# Required work:
Print every entry exactly as written and exclude all images.

[Data for this exercise Boundary: Start]

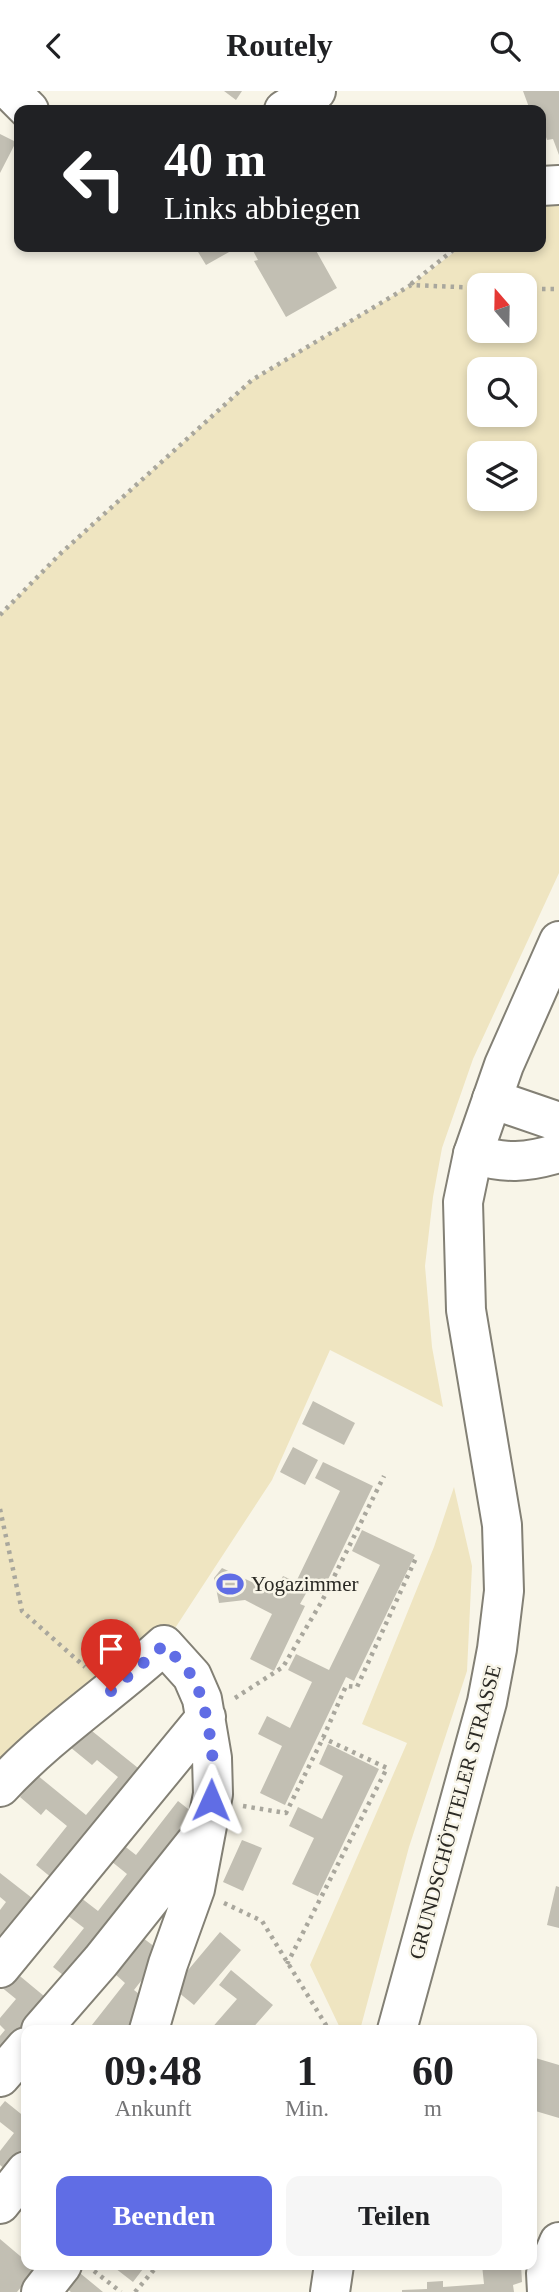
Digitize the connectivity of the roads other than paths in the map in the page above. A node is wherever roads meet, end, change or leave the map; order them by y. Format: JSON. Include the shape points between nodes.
{"nodes":[{"id":1,"x":10,"y":91,"type":"edge"},
{"id":2,"x":316,"y":91,"type":"edge"},
{"id":3,"x":24,"y":105,"type":"edge"},
{"id":4,"x":292,"y":105,"type":"edge"},
{"id":5,"x":559,"y":941,"type":"edge"},
{"id":6,"x":492,"y":1099,"type":"junction"},
{"id":7,"x":559,"y":1122,"type":"edge"},
{"id":8,"x":559,"y":1153,"type":"edge"},
{"id":9,"x":473,"y":1154,"type":"junction"},
{"id":10,"x":206,"y":1717,"type":"junction"},
{"id":11,"x":0,"y":1787,"type":"edge"},
{"id":12,"x":207,"y":1828,"type":"junction"},
{"id":13,"x":0,"y":1968,"type":"edge"},
{"id":14,"x":147,"y":2021,"type":"edge"},
{"id":15,"x":45,"y":2025,"type":"edge"},
{"id":16,"x":398,"y":2025,"type":"edge"},
{"id":17,"x":21,"y":2053,"type":"edge"},
{"id":18,"x":0,"y":2077,"type":"edge"},
{"id":19,"x":21,"y":2177,"type":"edge"},
{"id":20,"x":0,"y":2204,"type":"edge"},
{"id":21,"x":559,"y":2242,"type":"edge"},
{"id":22,"x":58,"y":2270,"type":"edge"},
{"id":23,"x":333,"y":2270,"type":"edge"},
{"id":24,"x":41,"y":2292,"type":"edge"},
{"id":25,"x":330,"y":2292,"type":"edge"},
{"id":26,"x":547,"y":2292,"type":"edge"}],
"edges":[{"from":1,"to":3,"type":"street"},
{"from":2,"to":4,"type":"street"},
{"from":5,"to":6,"type":"street","name":"GRUNDSCHÖTTELER STRASSE"},
{"from":6,"to":7,"type":"street"},
{"from":6,"to":9,"type":"street","name":"GRUNDSCHÖTTELER STRASSE"},
{"from":8,"to":9,"type":"street","via":[[531,1161],[499,1162]]},
{"from":9,"to":16,"type":"street","name":"GRUNDSCHÖTTELER STRASSE","via":[[463,1202],[466,1310],[502,1525],[504,1591],[487,1702]]},
{"from":10,"to":11,"type":"street","via":[[192,1676],[164,1645],[28,1757]]},
{"from":10,"to":12,"type":"street","via":[[213,1794]]},
{"from":10,"to":13,"type":"street"},
{"from":12,"to":14,"type":"street","via":[[195,1889]]},
{"from":12,"to":15,"type":"street"},
{"from":17,"to":18,"type":"street"},
{"from":19,"to":20,"type":"street"},
{"from":21,"to":26,"type":"street","via":[[546,2273]]},
{"from":22,"to":24,"type":"street"},
{"from":23,"to":25,"type":"street"}]}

[Data for this exercise Boundary: End]

# Answer to the problem:
Digitize the connectivity of the roads other than paths in the map in the page above. A node is wherever roads meet, end, change or leave the map; order them by y. Format: JSON. Include the shape points between nodes.
{"nodes":[{"id":1,"x":10,"y":91,"type":"edge"},
{"id":2,"x":316,"y":91,"type":"edge"},
{"id":3,"x":24,"y":105,"type":"edge"},
{"id":4,"x":292,"y":105,"type":"edge"},
{"id":5,"x":559,"y":941,"type":"edge"},
{"id":6,"x":492,"y":1099,"type":"junction"},
{"id":7,"x":559,"y":1122,"type":"edge"},
{"id":8,"x":559,"y":1153,"type":"edge"},
{"id":9,"x":473,"y":1154,"type":"junction"},
{"id":10,"x":206,"y":1717,"type":"junction"},
{"id":11,"x":0,"y":1787,"type":"edge"},
{"id":12,"x":207,"y":1828,"type":"junction"},
{"id":13,"x":0,"y":1968,"type":"edge"},
{"id":14,"x":147,"y":2021,"type":"edge"},
{"id":15,"x":45,"y":2025,"type":"edge"},
{"id":16,"x":398,"y":2025,"type":"edge"},
{"id":17,"x":21,"y":2053,"type":"edge"},
{"id":18,"x":0,"y":2077,"type":"edge"},
{"id":19,"x":21,"y":2177,"type":"edge"},
{"id":20,"x":0,"y":2204,"type":"edge"},
{"id":21,"x":559,"y":2242,"type":"edge"},
{"id":22,"x":58,"y":2270,"type":"edge"},
{"id":23,"x":333,"y":2270,"type":"edge"},
{"id":24,"x":41,"y":2292,"type":"edge"},
{"id":25,"x":330,"y":2292,"type":"edge"},
{"id":26,"x":547,"y":2292,"type":"edge"}],
"edges":[{"from":1,"to":3,"type":"street"},
{"from":2,"to":4,"type":"street"},
{"from":5,"to":6,"type":"street","name":"GRUNDSCHÖTTELER STRASSE"},
{"from":6,"to":7,"type":"street"},
{"from":6,"to":9,"type":"street","name":"GRUNDSCHÖTTELER STRASSE"},
{"from":8,"to":9,"type":"street","via":[[531,1161],[499,1162]]},
{"from":9,"to":16,"type":"street","name":"GRUNDSCHÖTTELER STRASSE","via":[[463,1202],[466,1310],[502,1525],[504,1591],[487,1702]]},
{"from":10,"to":11,"type":"street","via":[[192,1676],[164,1645],[28,1757]]},
{"from":10,"to":12,"type":"street","via":[[213,1794]]},
{"from":10,"to":13,"type":"street"},
{"from":12,"to":14,"type":"street","via":[[195,1889]]},
{"from":12,"to":15,"type":"street"},
{"from":17,"to":18,"type":"street"},
{"from":19,"to":20,"type":"street"},
{"from":21,"to":26,"type":"street","via":[[546,2273]]},
{"from":22,"to":24,"type":"street"},
{"from":23,"to":25,"type":"street"}]}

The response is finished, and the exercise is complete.